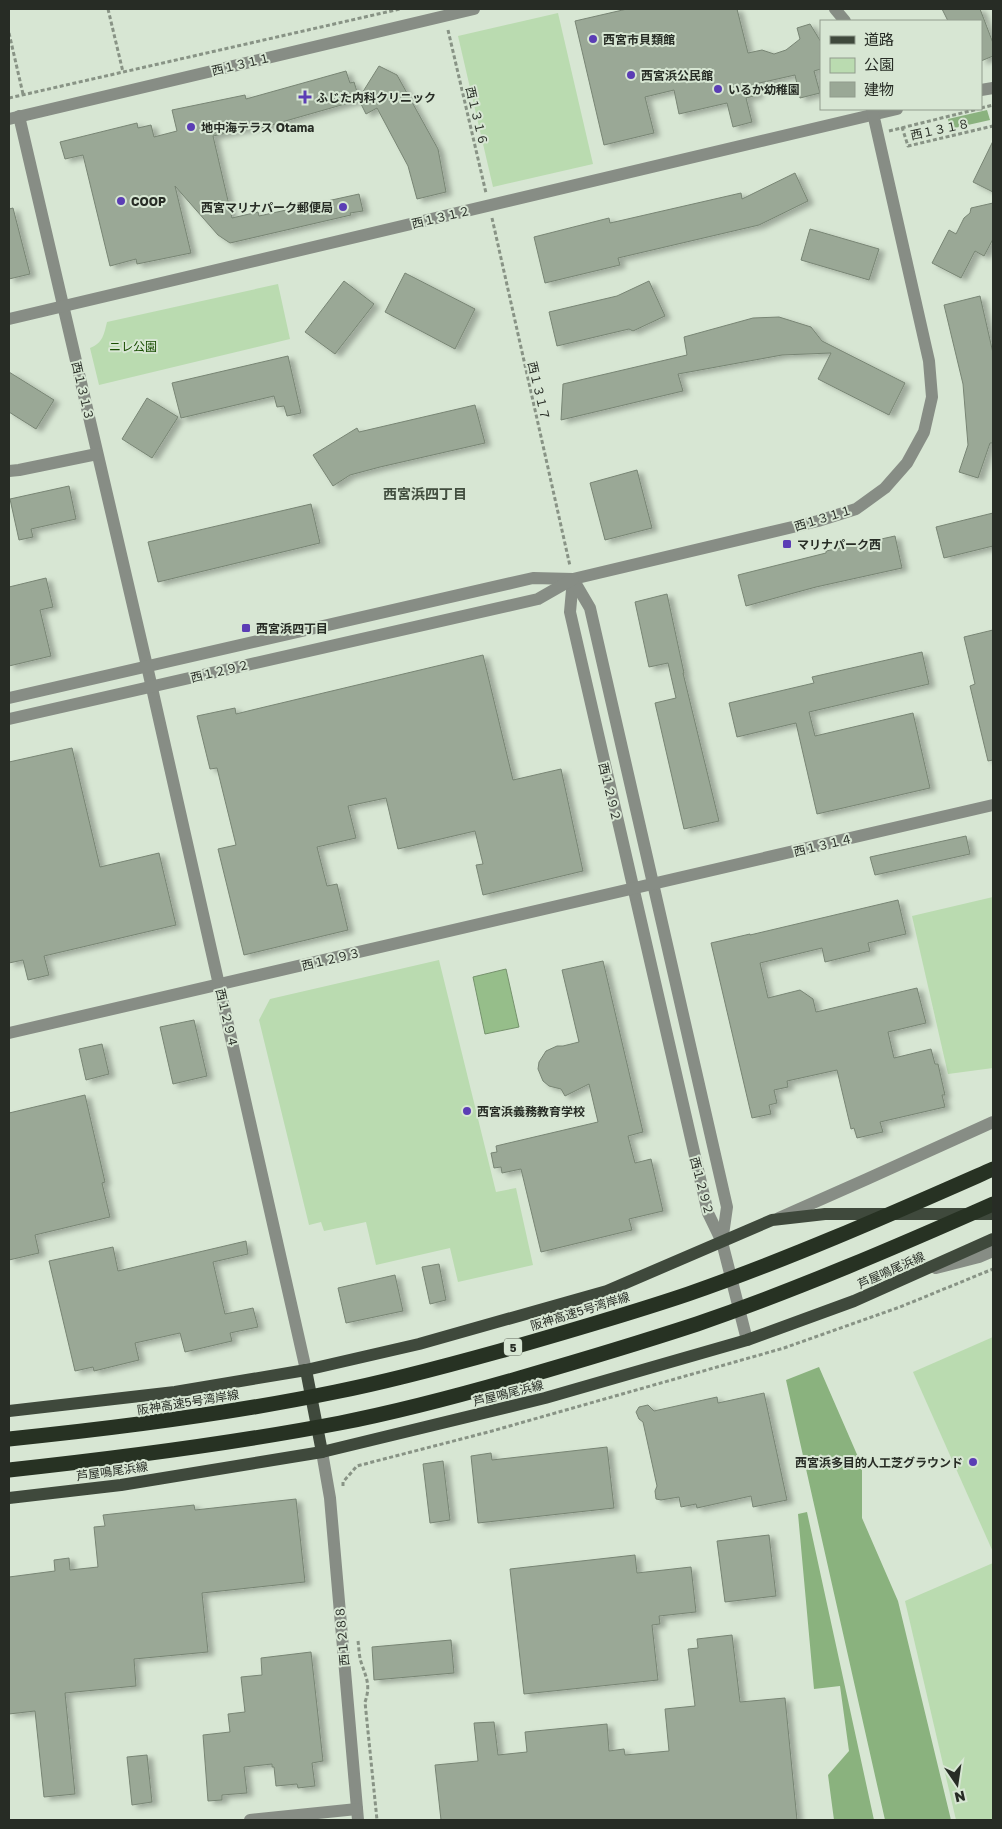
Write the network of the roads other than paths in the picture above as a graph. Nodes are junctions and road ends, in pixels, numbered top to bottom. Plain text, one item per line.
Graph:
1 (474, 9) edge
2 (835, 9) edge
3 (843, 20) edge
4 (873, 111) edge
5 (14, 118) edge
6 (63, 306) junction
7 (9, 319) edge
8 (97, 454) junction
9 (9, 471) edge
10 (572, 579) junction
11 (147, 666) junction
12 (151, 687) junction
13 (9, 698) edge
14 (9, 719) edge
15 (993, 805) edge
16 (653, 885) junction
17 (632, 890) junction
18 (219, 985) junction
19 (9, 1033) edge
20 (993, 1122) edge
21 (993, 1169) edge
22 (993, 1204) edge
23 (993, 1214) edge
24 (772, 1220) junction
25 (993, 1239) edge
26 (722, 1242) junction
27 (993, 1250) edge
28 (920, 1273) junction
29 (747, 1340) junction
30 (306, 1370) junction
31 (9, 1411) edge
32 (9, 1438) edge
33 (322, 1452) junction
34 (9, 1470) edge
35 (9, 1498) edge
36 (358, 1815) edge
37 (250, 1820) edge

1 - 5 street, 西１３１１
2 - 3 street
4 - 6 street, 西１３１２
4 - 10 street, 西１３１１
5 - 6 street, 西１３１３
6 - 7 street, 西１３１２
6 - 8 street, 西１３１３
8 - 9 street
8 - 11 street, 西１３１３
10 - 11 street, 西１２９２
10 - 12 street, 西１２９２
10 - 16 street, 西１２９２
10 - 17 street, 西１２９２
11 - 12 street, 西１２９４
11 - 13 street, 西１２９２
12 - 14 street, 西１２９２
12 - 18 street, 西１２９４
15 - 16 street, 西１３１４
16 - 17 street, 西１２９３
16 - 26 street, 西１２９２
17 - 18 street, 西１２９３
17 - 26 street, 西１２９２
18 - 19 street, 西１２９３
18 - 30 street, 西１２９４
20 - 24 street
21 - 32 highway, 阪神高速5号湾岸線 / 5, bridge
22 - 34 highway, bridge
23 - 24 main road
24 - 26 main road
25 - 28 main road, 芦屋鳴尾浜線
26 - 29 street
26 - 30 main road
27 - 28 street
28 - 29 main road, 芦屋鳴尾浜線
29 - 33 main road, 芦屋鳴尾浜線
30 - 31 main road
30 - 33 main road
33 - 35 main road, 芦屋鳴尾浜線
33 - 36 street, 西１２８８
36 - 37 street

§

Task goal: Where a record holds a picture, skip the picture and copy everything else exactly.

Exercise response:
Write the network of the roads other than paths in the picture above as a graph. Nodes are junctions and road ends, in pixels, numbered top to bottom. Plain text, one item per line.
Graph:
1 (474, 9) edge
2 (835, 9) edge
3 (843, 20) edge
4 (873, 111) edge
5 (14, 118) edge
6 (63, 306) junction
7 (9, 319) edge
8 (97, 454) junction
9 (9, 471) edge
10 (572, 579) junction
11 (147, 666) junction
12 (151, 687) junction
13 (9, 698) edge
14 (9, 719) edge
15 (993, 805) edge
16 (653, 885) junction
17 (632, 890) junction
18 (219, 985) junction
19 (9, 1033) edge
20 (993, 1122) edge
21 (993, 1169) edge
22 (993, 1204) edge
23 (993, 1214) edge
24 (772, 1220) junction
25 (993, 1239) edge
26 (722, 1242) junction
27 (993, 1250) edge
28 (920, 1273) junction
29 (747, 1340) junction
30 (306, 1370) junction
31 (9, 1411) edge
32 (9, 1438) edge
33 (322, 1452) junction
34 (9, 1470) edge
35 (9, 1498) edge
36 (358, 1815) edge
37 (250, 1820) edge

1 - 5 street, 西１３１１
2 - 3 street
4 - 6 street, 西１３１２
4 - 10 street, 西１３１１
5 - 6 street, 西１３１３
6 - 7 street, 西１３１２
6 - 8 street, 西１３１３
8 - 9 street
8 - 11 street, 西１３１３
10 - 11 street, 西１２９２
10 - 12 street, 西１２９２
10 - 16 street, 西１２９２
10 - 17 street, 西１２９２
11 - 12 street, 西１２９４
11 - 13 street, 西１２９２
12 - 14 street, 西１２９２
12 - 18 street, 西１２９４
15 - 16 street, 西１３１４
16 - 17 street, 西１２９３
16 - 26 street, 西１２９２
17 - 18 street, 西１２９３
17 - 26 street, 西１２９２
18 - 19 street, 西１２９３
18 - 30 street, 西１２９４
20 - 24 street
21 - 32 highway, 阪神高速5号湾岸線 / 5, bridge
22 - 34 highway, bridge
23 - 24 main road
24 - 26 main road
25 - 28 main road, 芦屋鳴尾浜線
26 - 29 street
26 - 30 main road
27 - 28 street
28 - 29 main road, 芦屋鳴尾浜線
29 - 33 main road, 芦屋鳴尾浜線
30 - 31 main road
30 - 33 main road
33 - 35 main road, 芦屋鳴尾浜線
33 - 36 street, 西１２８８
36 - 37 street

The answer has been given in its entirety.